(Dataset content):

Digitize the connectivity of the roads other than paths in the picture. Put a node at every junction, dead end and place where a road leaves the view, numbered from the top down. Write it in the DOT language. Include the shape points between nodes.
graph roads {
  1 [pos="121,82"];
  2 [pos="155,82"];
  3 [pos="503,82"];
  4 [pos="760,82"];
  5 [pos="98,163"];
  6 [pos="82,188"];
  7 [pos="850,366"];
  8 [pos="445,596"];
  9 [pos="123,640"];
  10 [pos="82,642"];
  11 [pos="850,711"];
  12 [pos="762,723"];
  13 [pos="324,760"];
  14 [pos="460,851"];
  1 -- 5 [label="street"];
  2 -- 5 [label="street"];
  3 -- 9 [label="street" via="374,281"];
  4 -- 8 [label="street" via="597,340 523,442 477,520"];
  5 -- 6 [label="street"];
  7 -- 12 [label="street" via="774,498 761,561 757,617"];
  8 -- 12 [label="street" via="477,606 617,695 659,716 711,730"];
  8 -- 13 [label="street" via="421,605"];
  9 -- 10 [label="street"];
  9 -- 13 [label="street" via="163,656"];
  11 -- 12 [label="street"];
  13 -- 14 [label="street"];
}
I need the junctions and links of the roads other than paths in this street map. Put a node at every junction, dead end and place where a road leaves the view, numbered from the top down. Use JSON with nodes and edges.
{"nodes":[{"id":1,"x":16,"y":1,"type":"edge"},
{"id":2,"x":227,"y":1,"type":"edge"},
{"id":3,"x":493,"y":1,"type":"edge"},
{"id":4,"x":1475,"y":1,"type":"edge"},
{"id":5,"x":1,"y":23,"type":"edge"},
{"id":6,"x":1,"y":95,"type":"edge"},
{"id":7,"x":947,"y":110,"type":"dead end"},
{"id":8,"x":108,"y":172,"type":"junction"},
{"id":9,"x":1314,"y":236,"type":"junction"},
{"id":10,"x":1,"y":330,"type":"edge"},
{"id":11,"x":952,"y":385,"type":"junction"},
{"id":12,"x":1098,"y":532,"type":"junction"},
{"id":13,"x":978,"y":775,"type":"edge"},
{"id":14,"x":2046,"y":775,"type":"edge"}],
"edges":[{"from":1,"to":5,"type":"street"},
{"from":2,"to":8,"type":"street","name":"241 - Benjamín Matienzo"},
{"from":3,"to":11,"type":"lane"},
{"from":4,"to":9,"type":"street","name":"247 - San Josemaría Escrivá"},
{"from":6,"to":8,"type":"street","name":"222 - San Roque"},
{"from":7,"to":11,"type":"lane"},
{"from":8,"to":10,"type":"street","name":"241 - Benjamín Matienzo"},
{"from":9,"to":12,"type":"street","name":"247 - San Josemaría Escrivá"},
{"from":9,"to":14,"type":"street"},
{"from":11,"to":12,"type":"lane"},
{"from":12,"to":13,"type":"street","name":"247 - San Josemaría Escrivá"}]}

(Instructions to follow): A word-for-word copy of the full listing is required.

(Answer below):
Digitize the connectivity of the roads other than paths in the picture. Put a node at every junction, dead end and place where a road leaves the view, numbered from the top down. Write it in the DOT language. Include the shape points between nodes.
graph roads {
  1 [pos="121,82"];
  2 [pos="155,82"];
  3 [pos="503,82"];
  4 [pos="760,82"];
  5 [pos="98,163"];
  6 [pos="82,188"];
  7 [pos="850,366"];
  8 [pos="445,596"];
  9 [pos="123,640"];
  10 [pos="82,642"];
  11 [pos="850,711"];
  12 [pos="762,723"];
  13 [pos="324,760"];
  14 [pos="460,851"];
  1 -- 5 [label="street"];
  2 -- 5 [label="street"];
  3 -- 9 [label="street" via="374,281"];
  4 -- 8 [label="street" via="597,340 523,442 477,520"];
  5 -- 6 [label="street"];
  7 -- 12 [label="street" via="774,498 761,561 757,617"];
  8 -- 12 [label="street" via="477,606 617,695 659,716 711,730"];
  8 -- 13 [label="street" via="421,605"];
  9 -- 10 [label="street"];
  9 -- 13 [label="street" via="163,656"];
  11 -- 12 [label="street"];
  13 -- 14 [label="street"];
}
I need the junctions and links of the roads other than paths in this street map. Put a node at every junction, dead end and place where a road leaves the view, numbered from the top down. Use JSON with nodes and edges.
{"nodes":[{"id":1,"x":16,"y":1,"type":"edge"},
{"id":2,"x":227,"y":1,"type":"edge"},
{"id":3,"x":493,"y":1,"type":"edge"},
{"id":4,"x":1475,"y":1,"type":"edge"},
{"id":5,"x":1,"y":23,"type":"edge"},
{"id":6,"x":1,"y":95,"type":"edge"},
{"id":7,"x":947,"y":110,"type":"dead end"},
{"id":8,"x":108,"y":172,"type":"junction"},
{"id":9,"x":1314,"y":236,"type":"junction"},
{"id":10,"x":1,"y":330,"type":"edge"},
{"id":11,"x":952,"y":385,"type":"junction"},
{"id":12,"x":1098,"y":532,"type":"junction"},
{"id":13,"x":978,"y":775,"type":"edge"},
{"id":14,"x":2046,"y":775,"type":"edge"}],
"edges":[{"from":1,"to":5,"type":"street"},
{"from":2,"to":8,"type":"street","name":"241 - Benjamín Matienzo"},
{"from":3,"to":11,"type":"lane"},
{"from":4,"to":9,"type":"street","name":"247 - San Josemaría Escrivá"},
{"from":6,"to":8,"type":"street","name":"222 - San Roque"},
{"from":7,"to":11,"type":"lane"},
{"from":8,"to":10,"type":"street","name":"241 - Benjamín Matienzo"},
{"from":9,"to":12,"type":"street","name":"247 - San Josemaría Escrivá"},
{"from":9,"to":14,"type":"street"},
{"from":11,"to":12,"type":"lane"},
{"from":12,"to":13,"type":"street","name":"247 - San Josemaría Escrivá"}]}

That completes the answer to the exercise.